The first thing you notice with Windows Vista is the dramatic desktop background. Then, you notice the rest of the eye candy.
The real, meaningful changes to Windows Vista are behind the scenes. Windows Vista is designed to be much more secure than Windows XP. That will present its own level of user challenges, where tasks are harder to accomplish — and that was the source of many of the complaints during the early beta testing of Vista.
But, Microsoft has made a big change that will help secure Windows Vista.
Unlike Windows XP where “normal users” can not install programs and make many changes, Windows Vista is designed to enable most users to regularly use a “normal user” mode. That means that we won’t run in the more dangerous Administrator mode all the time.
Running Windows routinely while using an Administrator-type User ID is dangerous. This is because any programs that you run, including any viruses, adware or spyware with which you become infected, or any Active-X programs you download from web sites, will run with all the rights and privileges that your User ID has.
The reason we end up runing as an Administrator is that Windows blocks too many necessary functions from the other displayed option “Limited User.” (There are actually several other options available, but they’re not displayed in the usual Control Panel / Users display.) Of course, the logoff/logon process is so slow in Windows XP that switching users to make a change isn’t really an effective choice, either.

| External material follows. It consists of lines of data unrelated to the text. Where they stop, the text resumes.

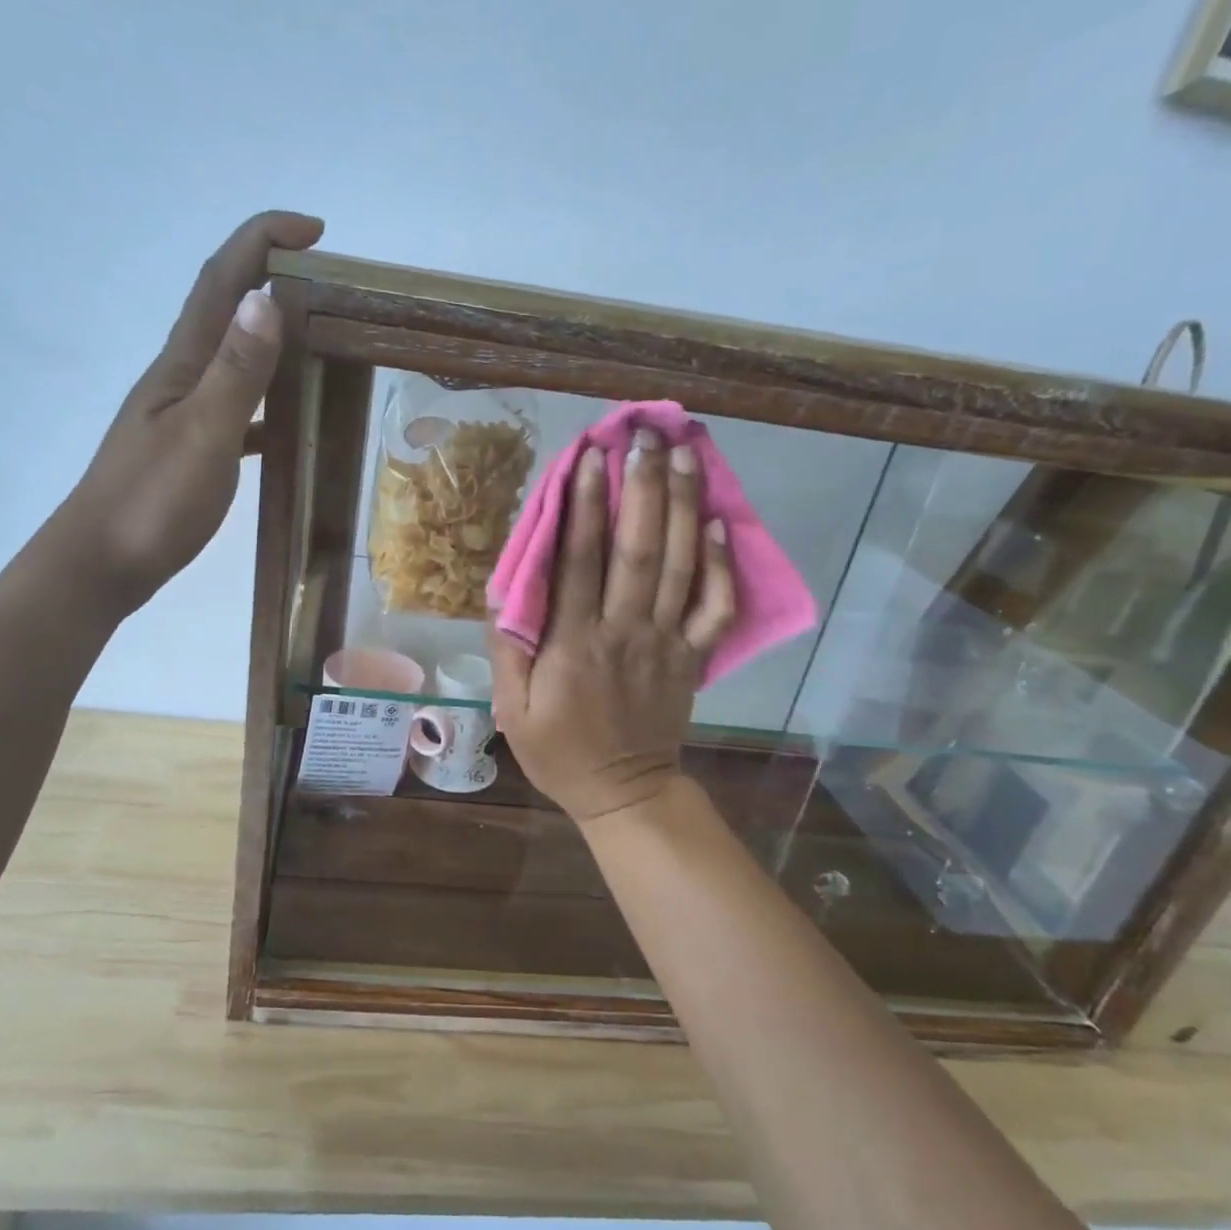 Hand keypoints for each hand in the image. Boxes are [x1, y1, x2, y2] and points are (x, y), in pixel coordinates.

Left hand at [55, 210, 324, 615]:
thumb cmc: (151, 504)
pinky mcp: (187, 450)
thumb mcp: (202, 435)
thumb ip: (236, 373)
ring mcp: (180, 414)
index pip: (221, 281)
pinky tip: (286, 421)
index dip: (261, 240)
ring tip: (317, 340)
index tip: (314, 229)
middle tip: (327, 281)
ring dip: (269, 336)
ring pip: (230, 358)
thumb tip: (266, 300)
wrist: (100, 565)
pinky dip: (264, 400)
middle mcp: (178, 378)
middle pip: (224, 309)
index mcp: (181, 365)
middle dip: (269, 276)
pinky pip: (235, 408)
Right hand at [491, 430, 735, 822]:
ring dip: (683, 507)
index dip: (584, 505)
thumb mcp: (512, 709)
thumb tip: (508, 589)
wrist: (624, 793)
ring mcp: (666, 642)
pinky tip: (720, 522)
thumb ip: (509, 648)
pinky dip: (722, 564)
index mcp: (574, 643)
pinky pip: (715, 607)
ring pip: (679, 566)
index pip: (580, 561)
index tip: (589, 456)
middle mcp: (624, 631)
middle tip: (644, 436)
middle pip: (637, 549)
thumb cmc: (559, 750)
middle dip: (642, 487)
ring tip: (684, 455)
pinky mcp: (693, 657)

The Unix/Linux/BSD world has long recognized and addressed this problem by allowing quick, temporary switching into root/administrator mode.
Duplicating those security changes in Windows XP is not feasible.

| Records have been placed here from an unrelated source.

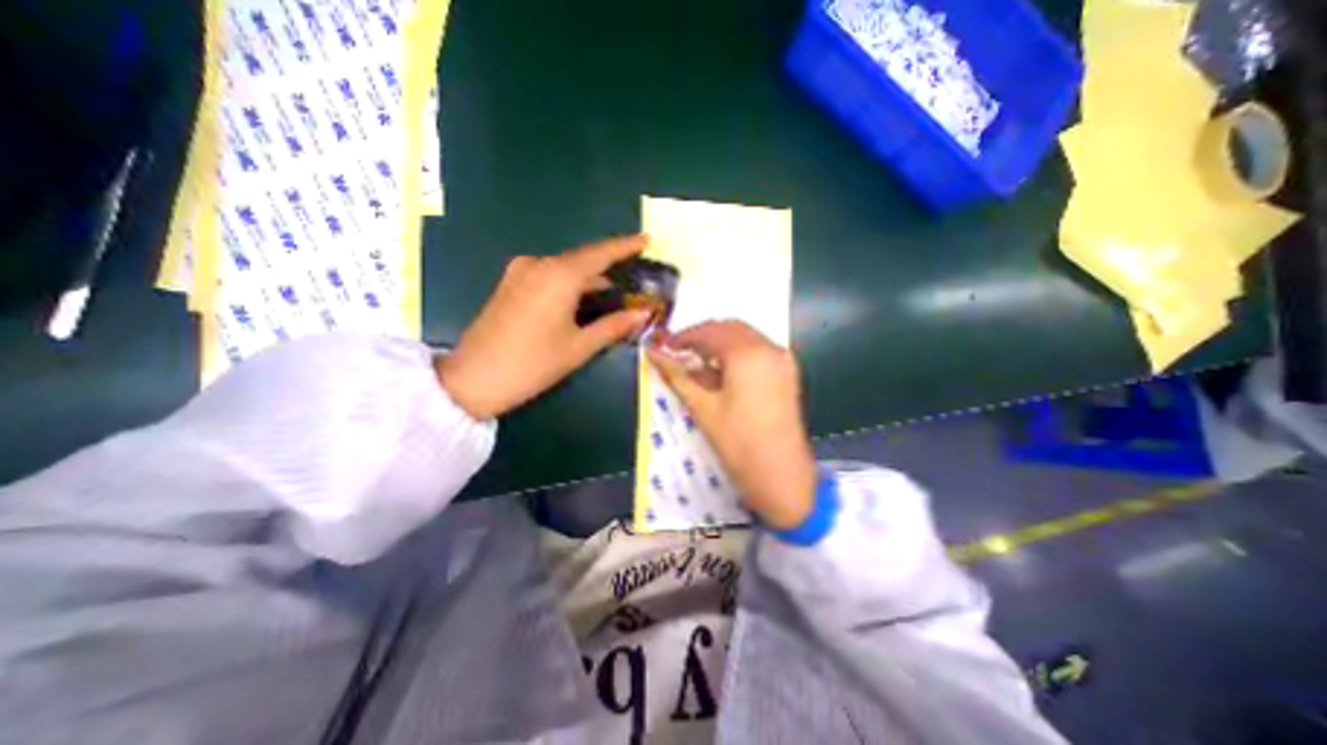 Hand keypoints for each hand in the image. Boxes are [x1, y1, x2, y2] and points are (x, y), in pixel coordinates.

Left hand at [441, 232, 655, 418]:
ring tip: (612, 294)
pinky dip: (570, 284)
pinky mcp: (510, 284)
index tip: (646, 239)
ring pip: (565, 269)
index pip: (600, 254)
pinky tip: (581, 300)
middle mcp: (539, 265)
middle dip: (608, 267)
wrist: (473, 379)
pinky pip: (549, 276)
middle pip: (582, 260)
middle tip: (632, 276)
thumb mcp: (579, 347)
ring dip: (589, 279)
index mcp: (559, 276)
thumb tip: (643, 313)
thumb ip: (613, 326)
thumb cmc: (533, 363)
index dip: (625, 246)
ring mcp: (520, 272)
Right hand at [646, 321, 819, 528]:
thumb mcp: (703, 408)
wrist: (781, 476)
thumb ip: (678, 375)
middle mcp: (769, 347)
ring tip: (698, 363)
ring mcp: (783, 359)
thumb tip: (653, 354)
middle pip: (730, 328)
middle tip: (680, 353)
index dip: (685, 336)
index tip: (666, 346)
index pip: (710, 331)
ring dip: (721, 343)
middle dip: (703, 336)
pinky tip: (722, 371)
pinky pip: (758, 349)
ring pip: (746, 336)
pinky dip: (738, 352)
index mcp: (748, 353)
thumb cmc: (738, 443)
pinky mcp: (788, 372)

Microsoft has selected an new look for Vista. Transparency of windows, gizmos and gadgets to put cute clocks and other tools on your desktop.
And, lots of new graphics…Windows Vista comes with many more dramatic images for the Windows Desktop.
The neat thing is that, once the earlier Vista styles showed up, other people have been creating similar images for Windows Desktops — and we can use them on Windows XP, too.
You can find some very dramatic visuals if you look for them, including many that are designed for wide-screen monitors.